» ACTION ITEM
Each entry should be returned exactly as written, with no pictures carried over.

--- START ---

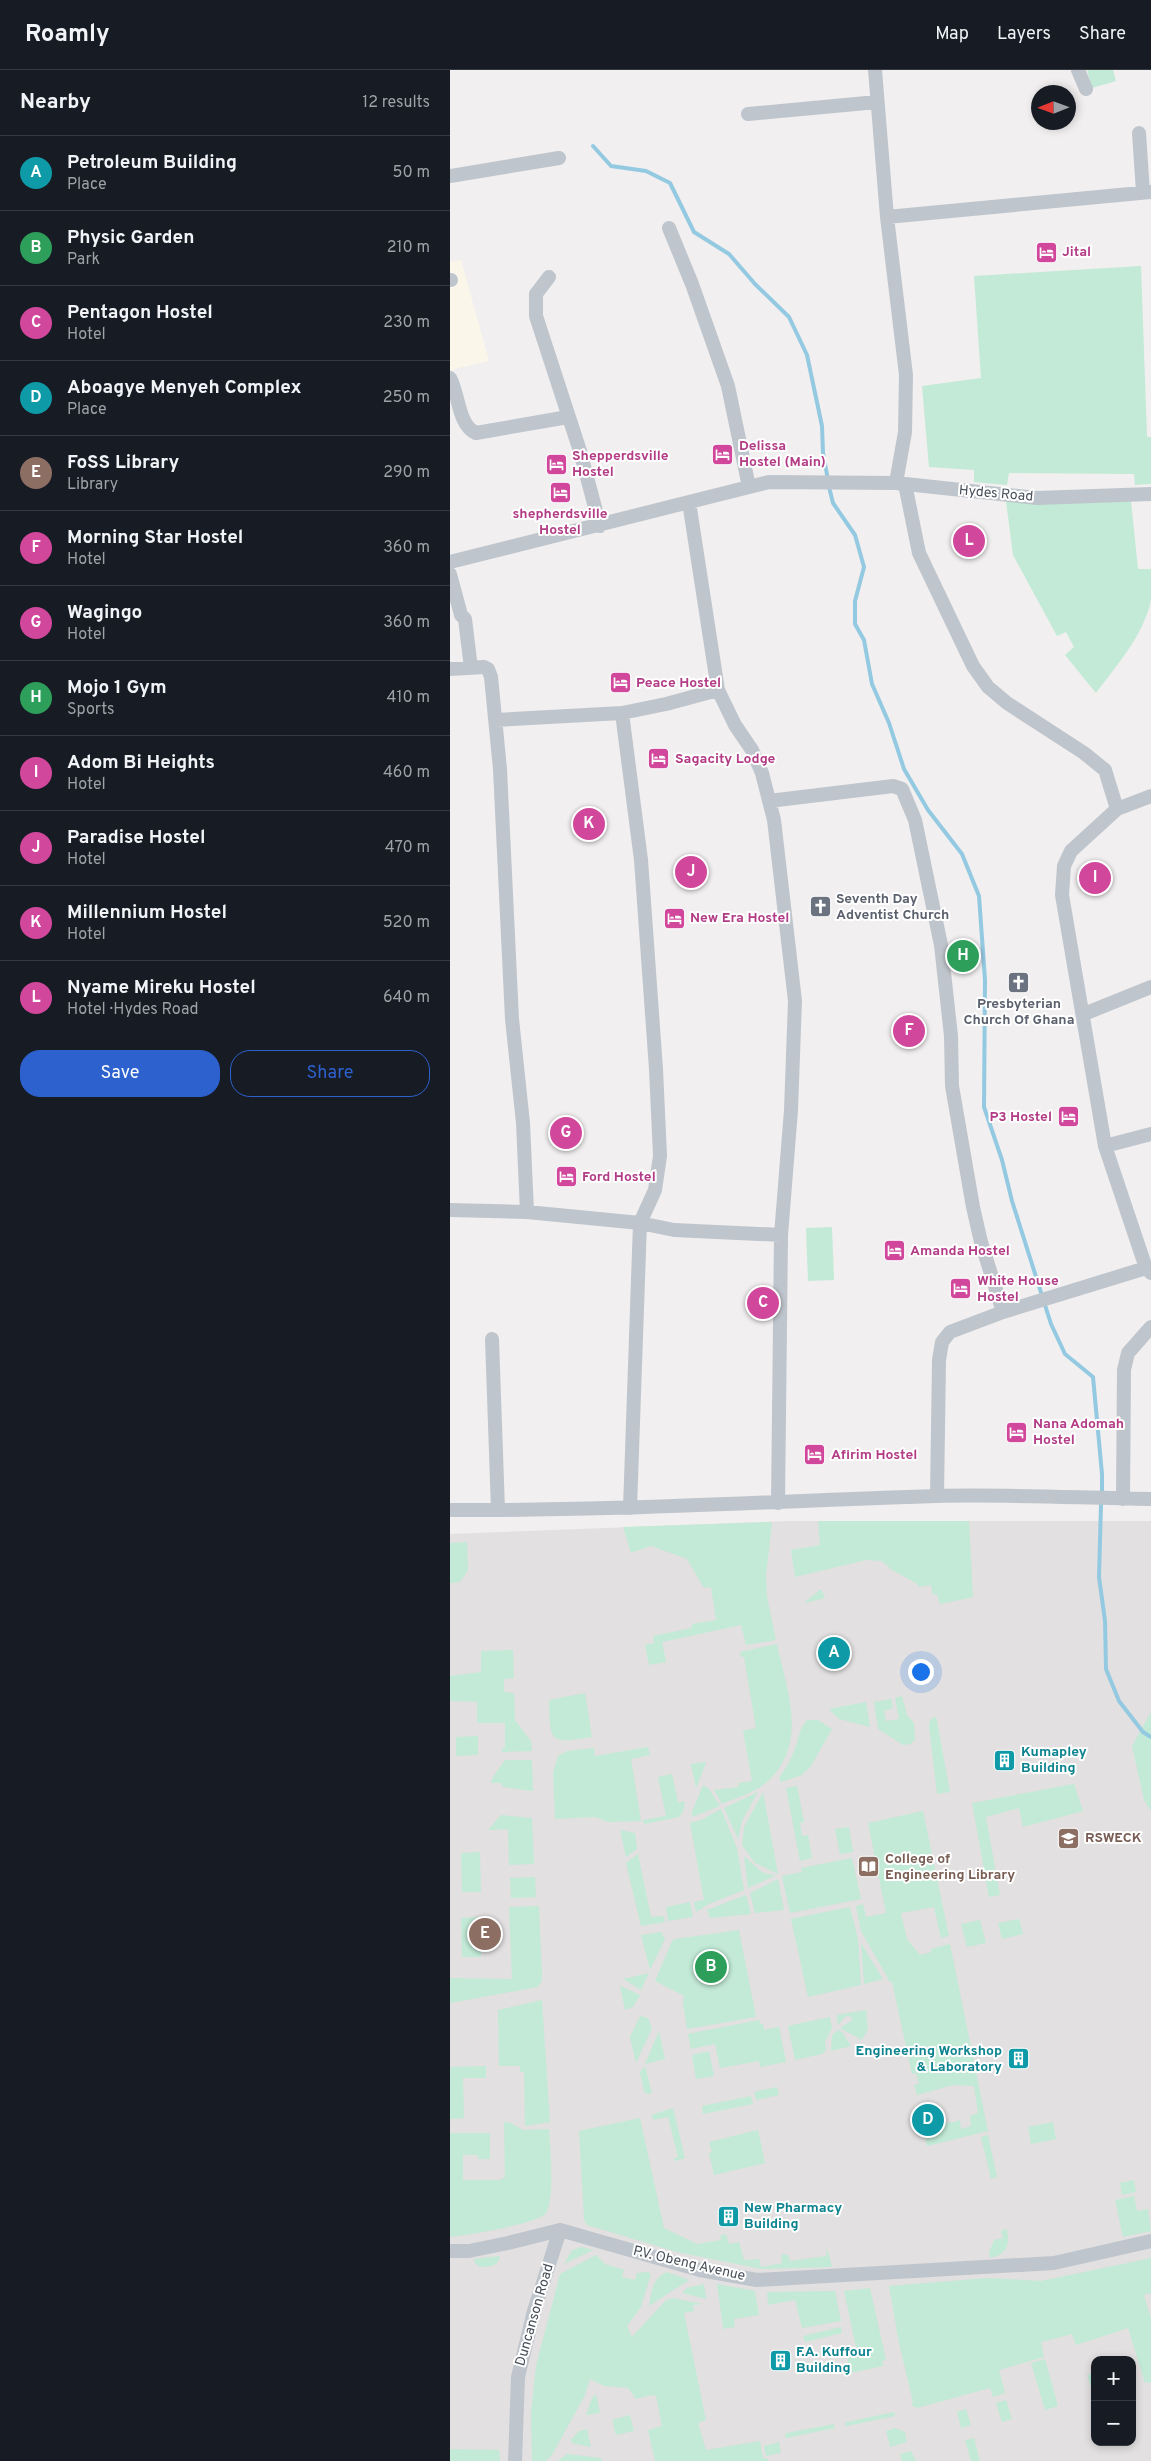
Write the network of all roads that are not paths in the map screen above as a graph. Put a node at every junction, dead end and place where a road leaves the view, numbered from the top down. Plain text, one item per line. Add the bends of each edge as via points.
1 (875, 70) edge
2 (1078, 70) edge
3 (1086, 89) dead end
4 (877, 102) junction
5 (748, 114) dead end
6 (1139, 133) dead end
7 (559, 158) dead end
8 (450, 176) edge
9 (1147, 192) edge
10 (887, 217) junction
11 (669, 228) dead end
12 (549, 276) dead end
13 (450, 378) edge
14 (568, 417) junction
15 (900, 483) junction
16 (748, 487) junction
17 (1151, 494) edge
18 (689, 502) junction
19 (600, 526) junction
20 (450, 562) edge
21 (450, 574) edge
22 (471, 668) junction
23 (450, 669) edge
24 (718, 690) junction
25 (622, 713) junction
26 (496, 720) junction
27 (1151, 796) edge
28 (769, 801) junction
29 (1117, 809) junction
30 (1151, 987) edge
31 (1084, 1014) junction
32 (1151, 1134) edge
33 (1105, 1146) junction
34 (450, 1210) edge
35 (527, 1212) junction
36 (640, 1224) junction
37 (781, 1235) junction
38 (1148, 1271) edge
39 (1003, 1312) junction
40 (1151, 1327) edge
41 (492, 1339) dead end
42 (937, 1496) junction
43 (1123, 1499) junction
44 (1151, 1499) edge
45 (778, 1503) junction
46 (630, 1508) junction
47 (450, 1510) edge
48 (498, 1510) junction
49 (560, 2230) junction
50 (1151, 2241) edge
51 (450, 2251) edge
52 (515, 2461) edge

1 - 4 street
2 - 3 street
4 - 5 street
4 - 10 street
6 - 9 street
7 - 8 street
9 - 10 street
10 - 15 street via 906,375
11 - 16 street via 728,386
12 - 14 street via 536,294 534,306
13 - 14 street via 464,421 476,434
14 - 19 street
15 - 16 street, Hydes Road via 769,482
15 - 17 street, Hydes Road via 1037,498
15 - 29 street via 919,553 973,666 988,687 1007,703 1105,770
16 - 18 street, Hydes Road
18 - 19 street, Hydes Road
18 - 24 street
19 - 20 street, Hydes Road
21 - 22 street via 461,615 465,619
22 - 23 street
22 - 26 street via 488,669
24 - 25 street
24 - 28 street via 734,725 752,750
25 - 26 street
25 - 36 street via 641,860 660,1156 655,1190
26 - 35 street via 512,1020 523,1123
27 - 29 street
28 - 37 street via 776,830 795,1001 791,1110
28 - 39 street via 893,786 906,796 941,945 951,1036 952,1086 973,1207
29 - 31 street via 1071,851 1064,866 1062,895
30 - 31 street
31 - 33 street
32 - 33 street
33 - 38 street
34 - 35 street
35 - 36 street
36 - 37 street via 674,1230
36 - 46 street
37 - 45 street
38 - 39 street
39 - 42 street via 950,1332 942,1342
40 - 43 street via 1128,1353 1124,1370
41 - 48 street
42 - 43 street
42 - 45 street
43 - 44 street
45 - 46 street
46 - 48 street
47 - 48 street
49 - 50 street, P.V. Obeng Avenue via 700,2270 757,2280 1054,2263
49 - 51 street via 501,2245
49 - 52 street, Duncanson Road via 524,2345 518,2377

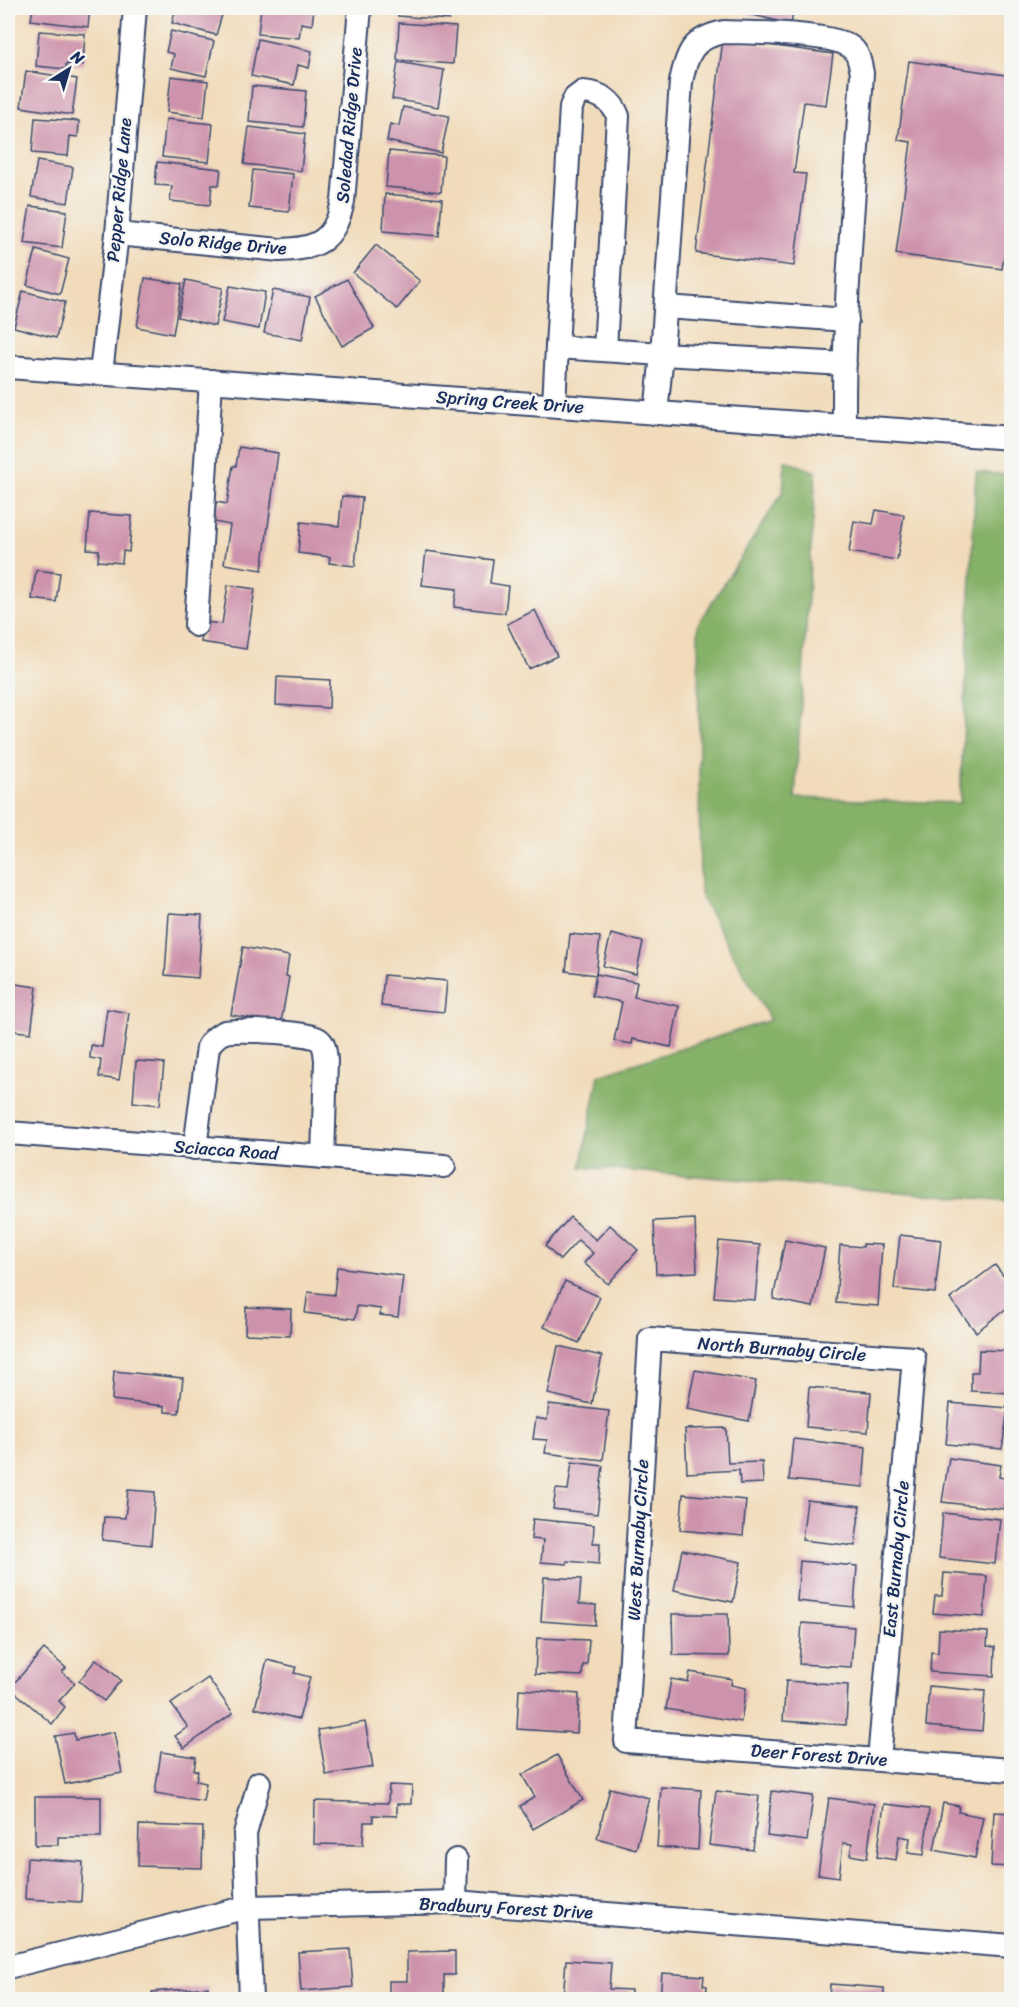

--- END ---

» SOLUTION TO THIS EXERCISE
Write the network of all roads that are not paths in the map screen above as a graph. Put a node at every junction, dead end and place where a road leaves the view, numbered from the top down. Plain text, one item per line. Add the bends of each edge as via points.
1 (875, 70) edge
2 (1078, 70) edge
3 (1086, 89) dead end
4 (877, 102) junction
5 (748, 114) dead end
6 (1139, 133) dead end
7 (559, 158) dead end
8 (450, 176) edge
9 (1147, 192) edge
10 (887, 217) junction
11 (669, 228) dead end
12 (549, 276) dead end
13 (450, 378) edge
14 (568, 417) junction
15 (900, 483) junction
16 (748, 487) junction
17 (1151, 494) edge
18 (689, 502) junction
19 (600, 526) junction
20 (450, 562) edge
21 (450, 574) edge
22 (471, 668) junction
23 (450, 669) edge
24 (718, 690) junction
25 (622, 713) junction
26 (496, 720) junction
27 (1151, 796) edge
28 (769, 801) junction
29 (1117, 809) junction
30 (1151, 987) edge
31 (1084, 1014) junction
32 (1151, 1134) edge
33 (1105, 1146) junction
34 (450, 1210) edge
35 (527, 1212) junction
36 (640, 1224) junction
37 (781, 1235) junction
38 (1148, 1271) edge
39 (1003, 1312) junction
40 (1151, 1327) edge
41 (492, 1339) dead end
42 (937, 1496) junction
43 (1123, 1499) junction
44 (1151, 1499) edge
45 (778, 1503) junction
46 (630, 1508) junction
47 (450, 1510) edge
48 (498, 1510) junction
49 (560, 2230) junction
50 (1151, 2241) edge
51 (450, 2251) edge
52 (515, 2461) edge

1 - 4 street
2 - 3 street
4 - 5 street
4 - 10 street
6 - 9 street
7 - 8 street
9 - 10 street
10 - 15 street via 906,375
11 - 16 street via 728,386
12 - 14 street via 536,294 534,306
13 - 14 street via 464,421 476,434
14 - 19 street
15 - 16 street, Hydes Road via 769,482
15 - 17 street, Hydes Road via 1037,498
15 - 29 street via 919,553 973,666 988,687 1007,703 1105,770
16 - 18 street, Hydes Road
18 - 19 street, Hydes Road
18 - 24 street
19 - 20 street, Hydes Road
21 - 22 street via 461,615 465,619
22 - 23 street
22 - 26 street via 488,669
24 - 25 street
24 - 28 street via 734,725 752,750
25 - 26 street
25 - 36 street via 641,860 660,1156 655,1190
26 - 35 street via 512,1020 523,1123
27 - 29 street
28 - 37 street via 776,830 795,1001 791,1110
28 - 39 street via 893,786 906,796 941,945 951,1036 952,1086 973,1207
29 - 31 street via 1071,851 1064,866 1062,895
30 - 31 street
31 - 33 street
32 - 33 street
33 - 38 street
34 - 35 street
35 - 36 street
36 - 37 street via 674,1230
36 - 46 street
37 - 45 street
38 - 39 street
39 - 42 street via 950,1332 942,1342
40 - 43 street via 1128,1353 1124,1370
41 - 48 street
42 - 43 street
42 - 45 street
43 - 44 street
45 - 46 street
46 - 48 street
47 - 48 street
49 - 50 street, P.V. Obeng Avenue via 700,2270 757,2280 1054,2263
49 - 51 street via 501,2245
49 - 52 street, Duncanson Road via 524,2345 518,2377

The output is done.